=== Records for processing ===

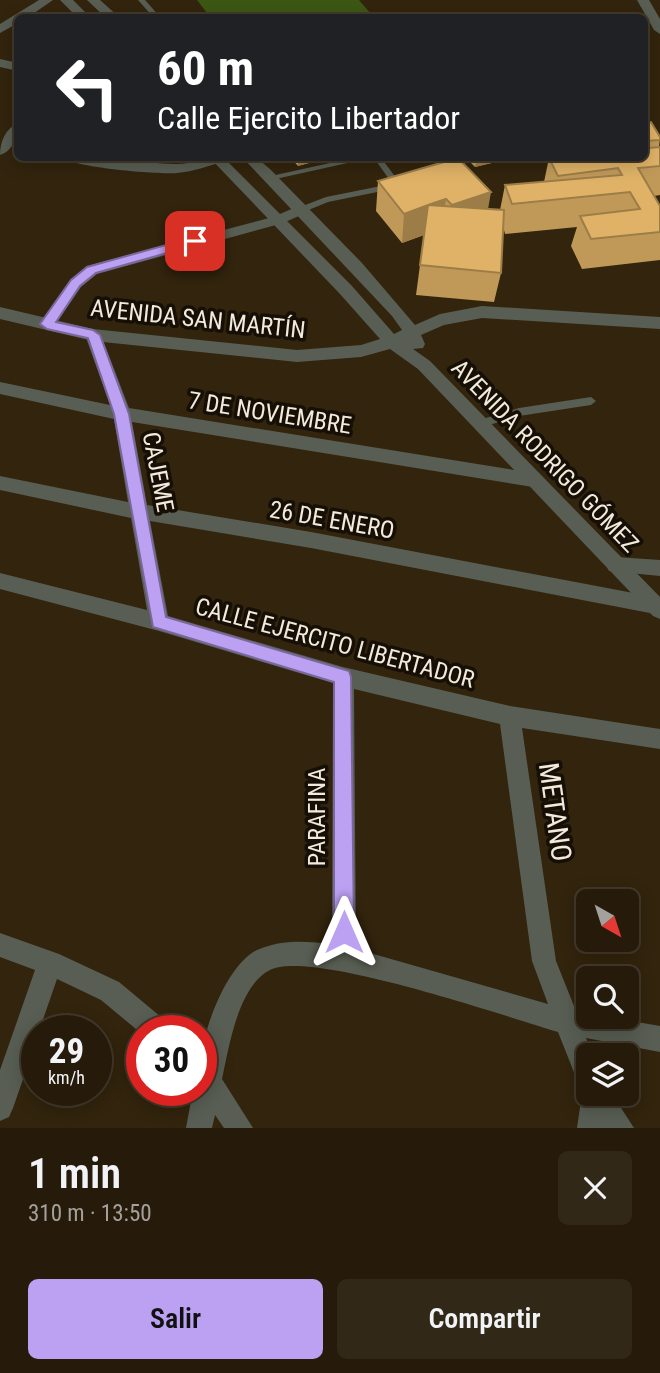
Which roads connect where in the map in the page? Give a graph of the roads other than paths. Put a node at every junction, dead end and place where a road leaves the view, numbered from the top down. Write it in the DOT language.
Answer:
graph roads {
  1 [pos="47,0"];
  2 [pos="66,0"];
  3 [pos="93,0"];
  4 [pos="141,0"];
  5 [pos="644,1"];
  6 [pos="660,4"];
  7 [pos="24,14"];
  8 [pos="81,14"];
  9 [pos="109,14"];
  10 [pos="154,14"];
  11 [pos="660,30"];
  12 [pos="92,161"];
  13 [pos="208,161"];
  14 [pos="222,161"];
  15 [pos="253,161"];
  16 [pos="348,161"];
  17 [pos="379,161"];
  18 [pos="271,178"];
  19 [pos="303,209"];
  20 [pos="278,220"];
  21 [pos="0,313"];
  22 [pos="660,323"];
  23 [pos="47,324"];
  24 [pos="413,332"];
  25 [pos="93,335"];
  26 [pos="392,342"];
  27 [pos="424,365"];
  28 [pos="0,388"];
  29 [pos="590,401"];
  30 [pos="122,414"];
  31 [pos="479,424"];
  32 [pos="533,480"];
  33 [pos="0,483"];
  34 [pos="141,512"];
  35 [pos="616,565"];
  36 [pos="660,568"];
  37 [pos="0,581"];
  38 [pos="658,608"];
  39 [pos="159,622"];
  40 [pos="343,677"];
  41 [pos="510,716"];
  42 [pos="660,739"];
  43 [pos="0,945"];
  44 [pos="344,958"];
  45 [pos="50,963"];
  46 [pos="139,1015"];
  47 [pos="567,1022"];
  48 [pos="217,1039"];
  49 [pos="660,1039"];
  50 [pos="576,1045"];
  51 [pos="217,1094"];
  52 [pos="202,1106"];
  53 [pos="593,1106"];
  54 [pos="604,1106"];
  55 [pos="0,1108"];
  56 [pos="199,1128"];
  57 [pos="240,1128"];
  58 [pos="590,1128"];
  59 [pos="621,1128"];
  1 -- 7 [label="street"];
  2 -- 8 [label="street"];
  3 -- 9 [label="street"];
  4 -- 10 [label="lane"];
  5 -- 6 [label="street"];
  5 -- 11 [label="street"];
  12 -- 13 [label="street"];
  14 -- 20 [label="street, AVENIDA RODRIGO GÓMEZ"];
  15 -- 18 [label="street, AVENIDA RODRIGO GÓMEZ"];
  16 -- 18 [label="lane"];
  17 -- 19 [label="lane"];
  18 -- 19 [label="street, AVENIDA RODRIGO GÓMEZ"];
  19 -- 20 [label="street"];
  19 -- 24 [label="street, AVENIDA RODRIGO GÓMEZ"];
  20 -- 23 [label="street"];
  20 -- 26 [label="street, AVENIDA RODRIGO GÓMEZ"];
  21 -- 23 [label="street, AVENIDA SAN MARTÍN"];
  22 -- 24 [label="street, AVENIDA SAN MARTÍN"];
  23 -- 25 [label="street, AVENIDA SAN MARTÍN"];
  24 -- 26 [label="street, AVENIDA SAN MARTÍN"];
  24 -- 27 [label="street, AVENIDA RODRIGO GÓMEZ"];
  25 -- 26 [label="street, AVENIDA SAN MARTÍN"];
  25 -- 30 [label="street, CAJEME"];
  26 -- 27 [label="street, AVENIDA RODRIGO GÓMEZ"];
  27 -- 31 [label="street, AVENIDA RODRIGO GÓMEZ"];
  28 -- 30 [label="street, 7 DE NOVIEMBRE"];
  29 -- 31 [label="lane"];
  30 -- 32 [label="street, 7 DE NOVIEMBRE"];
  30 -- 34 [label="street, CAJEME"];
  31 -- 32 [label="street, AVENIDA RODRIGO GÓMEZ"];
  32 -- 35 [label="street, AVENIDA RODRIGO GÓMEZ"];
  33 -- 34 [label="street, 26 DE ENERO"];
  34 -- 38 [label="street, 26 DE ENERO"];
  34 -- 39 [label="street, CAJEME"];
  35 -- 36 [label="street"];
  35 -- 38 [label="street, AVENIDA RODRIGO GÓMEZ"];
  37 -- 39 [label="street, CALLE EJERCITO LIBERTADOR"];
  39 -- 40 [label="street, CALLE EJERCITO LIBERTADOR"];
  40 -- 41 [label="street, CALLE EJERCITO LIBERTADOR"];
  40 -- 44 [label="street, PARAFINA"];
  41 -- 42 [label="street, CALLE EJERCITO LIBERTADOR"];
  41 -- 47 [label="street, METANO"];
  43 -- 45 [label="street"];
  44 -- 47 [label="street"];
  44 -- 48 [label="street"];
  45 -- 46 [label="street"];
  45 -- 55 [label="street"];
  47 -- 49 [label="street"];
  47 -- 50 [label="street, METANO"];
  51 -- 57 [label="street"];
  52 -- 56 [label="street"];
  53 -- 58 [label="street"];
  54 -- 59 [label="street"];
}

===

When you return the listing, keep it exact and omit any pictures it holds.

Which roads connect where in the map in the page? Give a graph of the roads other than paths. Put a node at every junction, dead end and place where a road leaves the view, numbered from the top down. Write it in the DOT language.
Answer:
graph roads {
  1 [pos="47,0"];
  2 [pos="66,0"];
  3 [pos="93,0"];
  4 [pos="141,0"];
  5 [pos="644,1"];
  6 [pos="660,4"];
  7 [pos="24,14"];
  8 [pos="81,14"];
  9 [pos="109,14"];
  10 [pos="154,14"];
  11 [pos="660,30"];
  12 [pos="92,161"];
  13 [pos="208,161"];
  14 [pos="222,161"];
  15 [pos="253,161"];
  16 [pos="348,161"];
  17 [pos="379,161"];
  18 [pos="271,178"];
  19 [pos="303,209"];
  20 [pos="278,220"];
  21 [pos="0,313"];
  22 [pos="660,323"];
  23 [pos="47,324"];
  24 [pos="413,332"];
  25 [pos="93,335"];
  26 [pos="392,342"];
  27 [pos="424,365"];
  28 [pos="0,388"];
  29 [pos="590,401"];
  30 [pos="122,414"];
  31 [pos="479,424"];
  32 [pos="533,480"];
  33 [pos="0,483"];
  34 [pos="141,512"];
  35 [pos="616,565"];
  36 [pos="660,568"];
  37 [pos="0,581"];
  38 [pos="658,608"];
  39 [pos="159,622"];
  40 [pos="343,677"];
  41 [pos="510,716"];
  42 [pos="660,739"];
  43 [pos="0,945"];
  44 [pos="344,958"];
  45 [pos="50,963"];
  46 [pos="139,1015"];
  47 [pos="567,1022"];
  48 [pos="217,1039"];
  49 [pos="660,1039"];
  50 [pos="576,1045"];
  51 [pos="217,1094"];
  52 [pos="202,1106"];
  53 [pos="593,1106"];
  54 [pos="604,1106"];
  55 [pos="0,1108"];
  56 [pos="199,1128"];
  57 [pos="240,1128"];
  58 [pos="590,1128"];
  59 [pos="621,1128"];
  1 -- 7 [label="street"];
  2 -- 8 [label="street"];
  3 -- 9 [label="street"];
  4 -- 10 [label="lane"];
  5 -- 6 [label="street"];
  5 -- 11 [label="street"];
  12 -- 13 [label="street"];
  14 -- 20 [label="street, AVENIDA RODRIGO GÓMEZ"];
  15 -- 18 [label="street, AVENIDA RODRIGO GÓMEZ"];
  16 -- 18 [label="lane"];
  17 -- 19 [label="lane"];
  18 -- 19 [label="street, AVENIDA RODRIGO GÓMEZ"];
  19 -- 20 [label="street"];
  19 -- 24 [label="street, AVENIDA RODRIGO GÓMEZ"];
  20 -- 23 [label="street"];
  20 -- 26 [label="street, AVENIDA RODRIGO GÓMEZ"];
  21 -- 23 [label="street, AVENIDA SAN MARTÍN"];
  22 -- 24 [label="street, AVENIDA SAN MARTÍN"];
  23 -- 25 [label="street, AVENIDA SAN MARTÍN"];
  24 -- 26 [label="street, AVENIDA SAN MARTÍN"];
  24 -- 27 [label="street, AVENIDA RODRIGO GÓMEZ"];
  25 -- 26 [label="street, AVENIDA SAN MARTÍN"];
  25 -- 30 [label="street, CAJEME"];
  26 -- 27 [label="street, AVENIDA RODRIGO GÓMEZ"];
  27 -- 31 [label="street, AVENIDA RODRIGO GÓMEZ"];
  28 -- 30 [label="street, 7 DE NOVIEMBRE"];
  29 -- 31 [label="lane"];
  30 -- 32 [label="street, 7 DE NOVIEMBRE"];
  30 -- 34 [label="street, CAJEME"];
  31 -- 32 [label="street, AVENIDA RODRIGO GÓMEZ"];
  32 -- 35 [label="street, AVENIDA RODRIGO GÓMEZ"];
  33 -- 34 [label="street, 26 DE ENERO"];
  34 -- 38 [label="street, 26 DE ENERO"];
  34 -- 39 [label="street, CAJEME"];
  35 -- 36 [label="street"];
  35 -- 38 [label="street, AVENIDA RODRIGO GÓMEZ"];
  37 -- 39 [label="street, CALLE EJERCITO LIBERTADOR"];
  39 -- 40 [label="street, CALLE EJERCITO LIBERTADOR"];
  40 -- 41 [label="street, CALLE EJERCITO LIBERTADOR"];
  40 -- 44 [label="street, PARAFINA"];
  41 -- 42 [label="street, CALLE EJERCITO LIBERTADOR"];
  41 -- 47 [label="street, METANO"];
  43 -- 45 [label="street"];
  44 -- 47 [label="street"];
  44 -- 48 [label="street"];
  45 -- 46 [label="street"];
  45 -- 55 [label="street"];
  47 -- 49 [label="street"];
  47 -- 50 [label="street, METANO"];
  51 -- 57 [label="street"];
  52 -- 56 [label="street"];
  53 -- 58 [label="street"];
  54 -- 59 [label="street"];
}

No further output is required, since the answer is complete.